→ Your instructions
Exact repetition of the whole listing is what this exercise asks for.

→ Given records

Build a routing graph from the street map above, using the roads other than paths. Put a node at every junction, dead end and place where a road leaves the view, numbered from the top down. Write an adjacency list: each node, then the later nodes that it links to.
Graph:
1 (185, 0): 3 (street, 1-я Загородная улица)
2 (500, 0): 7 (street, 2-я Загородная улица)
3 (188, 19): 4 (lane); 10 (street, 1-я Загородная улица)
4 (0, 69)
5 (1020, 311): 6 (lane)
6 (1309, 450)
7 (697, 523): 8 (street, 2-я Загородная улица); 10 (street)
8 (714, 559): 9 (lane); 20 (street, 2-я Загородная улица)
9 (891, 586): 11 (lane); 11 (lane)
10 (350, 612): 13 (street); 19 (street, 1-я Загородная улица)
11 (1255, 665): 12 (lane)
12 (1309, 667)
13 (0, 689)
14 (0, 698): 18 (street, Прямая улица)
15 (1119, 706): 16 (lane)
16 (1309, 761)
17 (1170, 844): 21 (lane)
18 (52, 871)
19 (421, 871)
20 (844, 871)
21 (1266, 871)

→ Result of this exercise
Build a routing graph from the street map above, using the roads other than paths. Put a node at every junction, dead end and place where a road leaves the view, numbered from the top down. Write an adjacency list: each node, then the later nodes that it links to.
Graph:
1 (185, 0): 3 (street, 1-я Загородная улица)
2 (500, 0): 7 (street, 2-я Загородная улица)
3 (188, 19): 4 (lane); 10 (street, 1-я Загородная улица)
4 (0, 69)
5 (1020, 311): 6 (lane)
6 (1309, 450)
7 (697, 523): 8 (street, 2-я Загородная улица); 10 (street)
8 (714, 559): 9 (lane); 20 (street, 2-я Загородная улица)
9 (891, 586): 11 (lane); 11 (lane)
10 (350, 612): 13 (street); 19 (street, 1-я Загородная улица)
11 (1255, 665): 12 (lane)
12 (1309, 667)
13 (0, 689)
14 (0, 698): 18 (street, Прямая улица)
15 (1119, 706): 16 (lane)
16 (1309, 761)
17 (1170, 844): 21 (lane)
18 (52, 871)
19 (421, 871)
20 (844, 871)
21 (1266, 871)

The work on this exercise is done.